Task to complete -
Read the lines below, and copy any that contain the string "wrist".

———

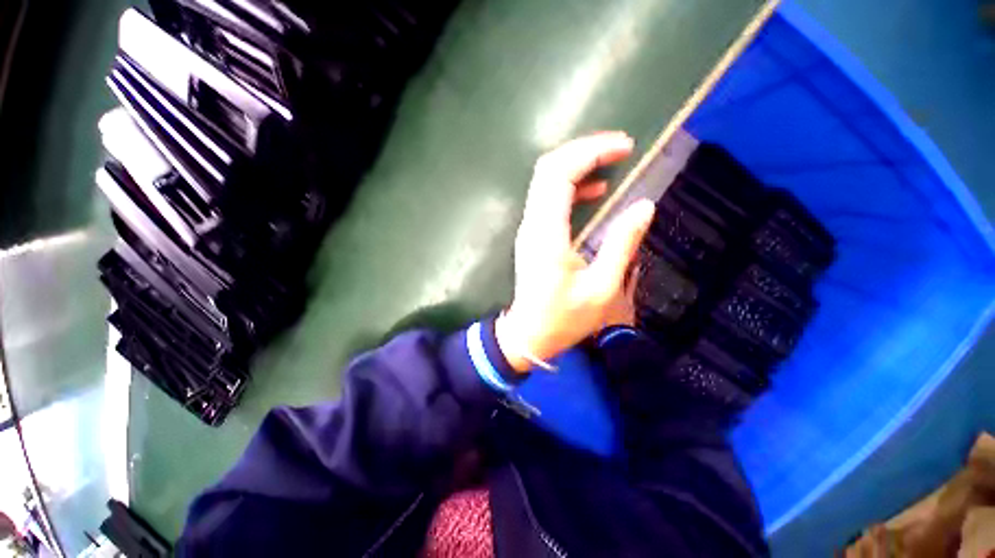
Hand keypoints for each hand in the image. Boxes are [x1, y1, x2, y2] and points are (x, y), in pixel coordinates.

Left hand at [496, 132, 655, 371]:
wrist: (529, 334)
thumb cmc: (564, 318)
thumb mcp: (601, 288)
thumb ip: (621, 244)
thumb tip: (644, 206)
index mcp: (547, 234)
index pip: (559, 175)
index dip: (590, 153)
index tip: (624, 146)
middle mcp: (533, 224)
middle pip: (548, 169)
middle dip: (583, 151)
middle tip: (620, 148)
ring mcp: (529, 228)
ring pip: (545, 181)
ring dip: (577, 164)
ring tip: (612, 161)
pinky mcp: (532, 234)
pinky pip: (547, 198)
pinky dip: (570, 186)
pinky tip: (594, 190)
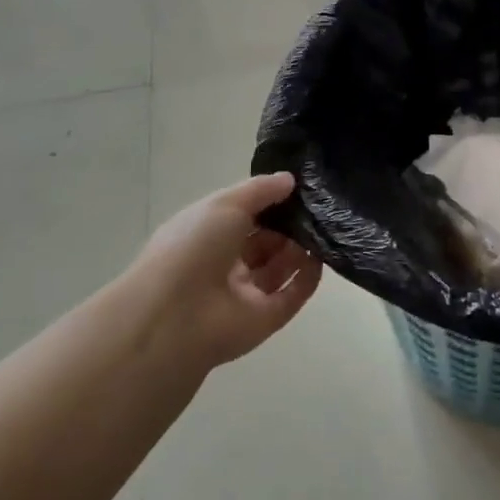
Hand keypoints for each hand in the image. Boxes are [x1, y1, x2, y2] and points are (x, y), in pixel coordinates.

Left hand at [120, 173, 321, 368]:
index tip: (298, 187)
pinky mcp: (265, 319)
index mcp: (208, 236)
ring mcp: (246, 294)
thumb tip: (290, 180)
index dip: (269, 202)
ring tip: (323, 228)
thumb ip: (260, 190)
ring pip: (280, 267)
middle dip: (289, 225)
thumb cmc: (193, 247)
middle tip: (317, 208)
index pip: (244, 216)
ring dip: (301, 248)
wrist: (176, 315)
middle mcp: (226, 264)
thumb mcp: (224, 204)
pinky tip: (321, 257)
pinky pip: (292, 295)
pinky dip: (308, 277)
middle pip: (265, 242)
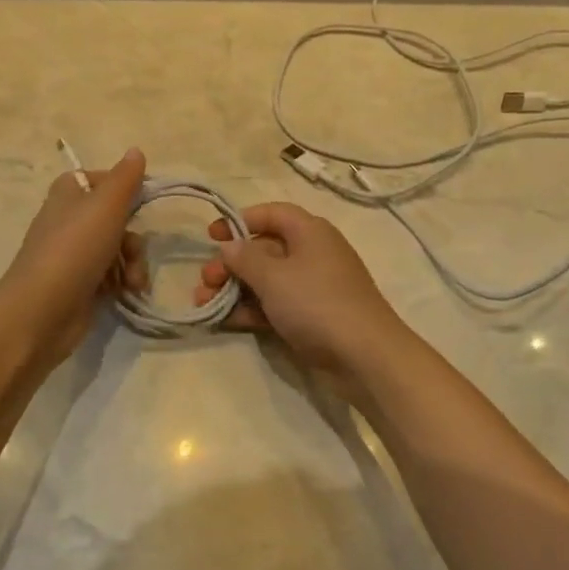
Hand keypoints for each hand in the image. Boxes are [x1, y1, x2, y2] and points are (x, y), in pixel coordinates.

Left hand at [0, 148, 149, 363]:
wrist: (42, 311)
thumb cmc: (74, 249)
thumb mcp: (106, 206)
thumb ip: (125, 178)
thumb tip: (136, 150)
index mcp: (69, 193)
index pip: (105, 180)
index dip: (127, 191)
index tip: (144, 202)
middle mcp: (70, 219)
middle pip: (117, 218)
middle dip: (134, 237)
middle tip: (134, 251)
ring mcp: (74, 254)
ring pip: (118, 249)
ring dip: (133, 263)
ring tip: (133, 281)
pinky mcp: (80, 283)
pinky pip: (112, 275)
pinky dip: (123, 281)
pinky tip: (128, 292)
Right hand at [194, 202, 410, 375]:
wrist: (364, 356)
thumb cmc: (316, 303)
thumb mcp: (273, 276)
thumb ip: (245, 258)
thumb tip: (229, 245)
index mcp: (310, 232)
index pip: (272, 214)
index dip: (240, 221)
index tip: (211, 236)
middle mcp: (312, 253)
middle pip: (264, 249)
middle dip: (231, 263)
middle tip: (205, 281)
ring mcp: (313, 287)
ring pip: (267, 280)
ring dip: (235, 289)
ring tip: (204, 304)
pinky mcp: (311, 316)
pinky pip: (275, 304)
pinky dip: (252, 309)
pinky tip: (226, 320)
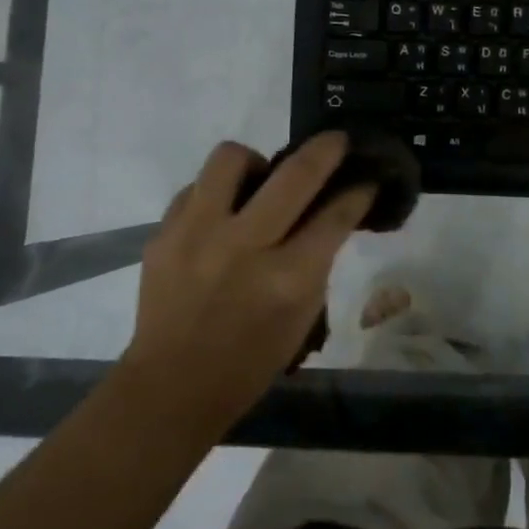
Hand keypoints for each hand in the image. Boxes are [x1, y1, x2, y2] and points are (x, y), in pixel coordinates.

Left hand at [124, 132, 374, 423]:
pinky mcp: (163, 233)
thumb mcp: (302, 317)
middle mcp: (244, 246)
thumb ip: (317, 260)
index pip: (334, 216)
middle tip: (335, 142)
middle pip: (295, 174)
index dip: (357, 191)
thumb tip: (330, 212)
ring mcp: (197, 234)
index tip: (365, 177)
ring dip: (255, 161)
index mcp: (287, 279)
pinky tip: (220, 216)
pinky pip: (195, 187)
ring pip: (230, 158)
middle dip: (326, 149)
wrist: (172, 385)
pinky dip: (215, 194)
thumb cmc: (250, 361)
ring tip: (258, 181)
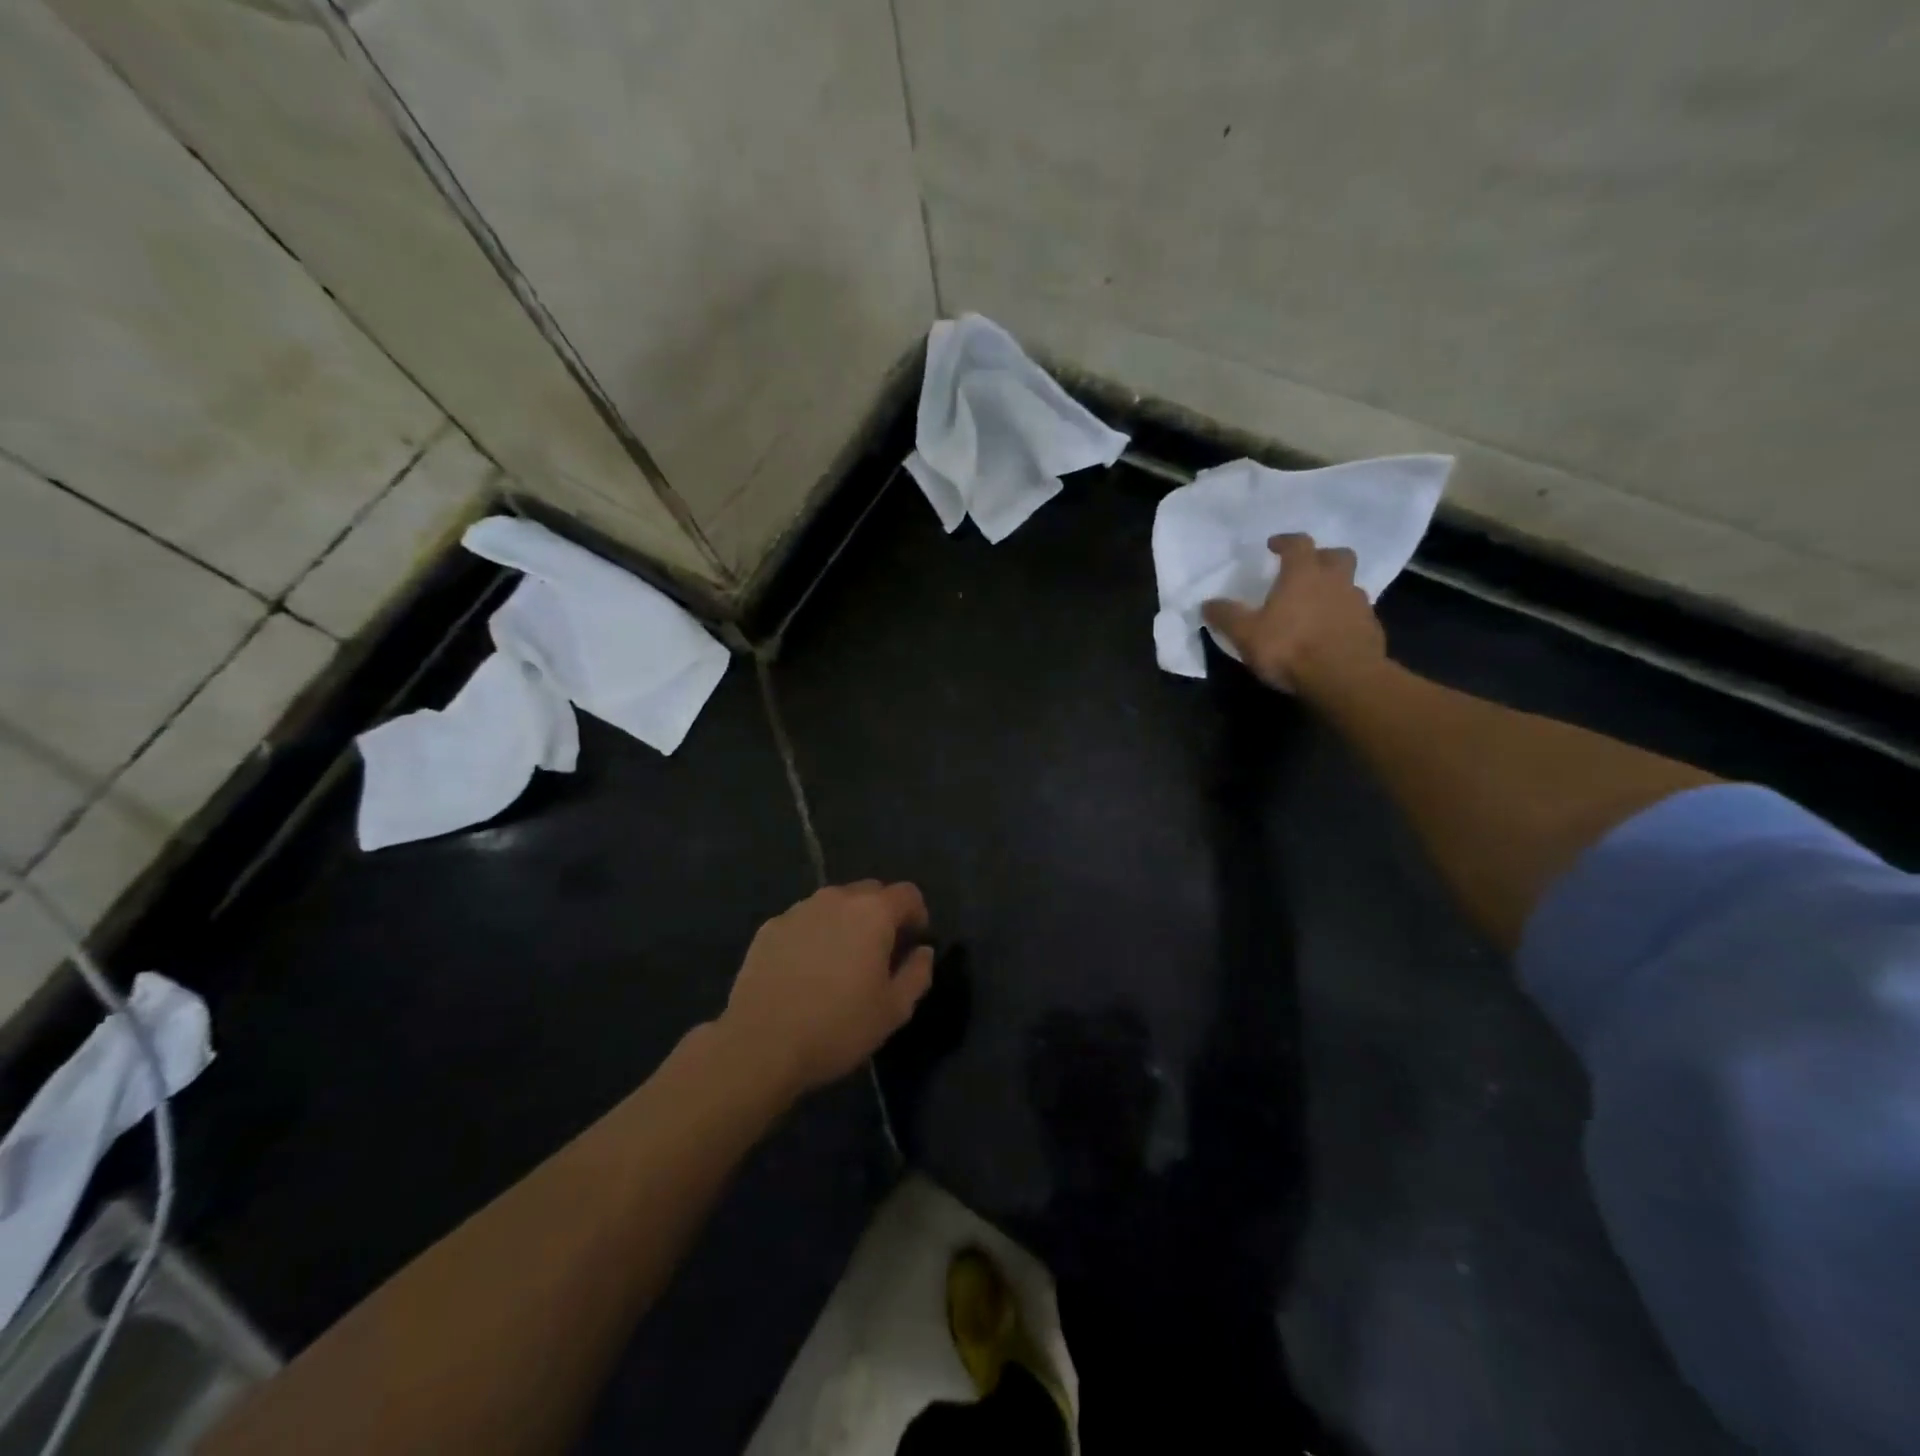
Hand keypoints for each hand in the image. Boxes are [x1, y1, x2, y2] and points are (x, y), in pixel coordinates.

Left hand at [717, 881, 934, 1098]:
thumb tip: (922, 952)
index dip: (917, 916)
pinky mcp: (770, 927)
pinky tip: (805, 971)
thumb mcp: (894, 1010)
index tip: (913, 944)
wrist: (760, 1044)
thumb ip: (917, 974)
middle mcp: (836, 899)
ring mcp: (799, 910)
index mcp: (873, 913)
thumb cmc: (837, 1027)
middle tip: (879, 954)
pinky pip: (804, 921)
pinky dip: (814, 935)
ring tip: (840, 963)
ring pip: (834, 904)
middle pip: (870, 892)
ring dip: (846, 923)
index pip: (908, 894)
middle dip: (882, 915)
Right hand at [1201, 533, 1386, 694]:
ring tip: (1317, 605)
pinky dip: (1344, 616)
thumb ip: (1226, 616)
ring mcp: (1358, 603)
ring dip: (1335, 588)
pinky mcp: (1371, 628)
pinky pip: (1357, 613)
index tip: (1274, 545)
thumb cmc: (1290, 648)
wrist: (1344, 678)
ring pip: (1349, 584)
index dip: (1285, 542)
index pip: (1298, 544)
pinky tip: (1331, 632)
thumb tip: (1206, 604)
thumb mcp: (1245, 634)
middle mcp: (1335, 580)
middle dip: (1321, 557)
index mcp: (1303, 574)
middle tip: (1307, 569)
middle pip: (1336, 555)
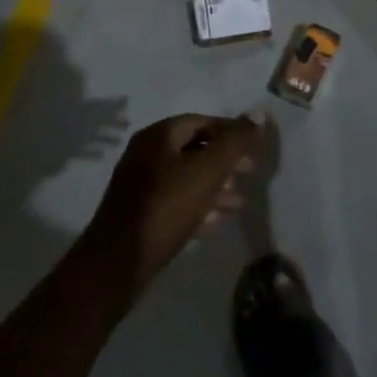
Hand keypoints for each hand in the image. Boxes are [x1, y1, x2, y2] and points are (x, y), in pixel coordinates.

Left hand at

———

Task response -
wrist: (529, 334)
wrist: (176, 315)
wrist: (42, 311)
wrist: (364, 356)
wrist: (172, 385)
wrist: (760, 1044)
wrist: (1344, 678)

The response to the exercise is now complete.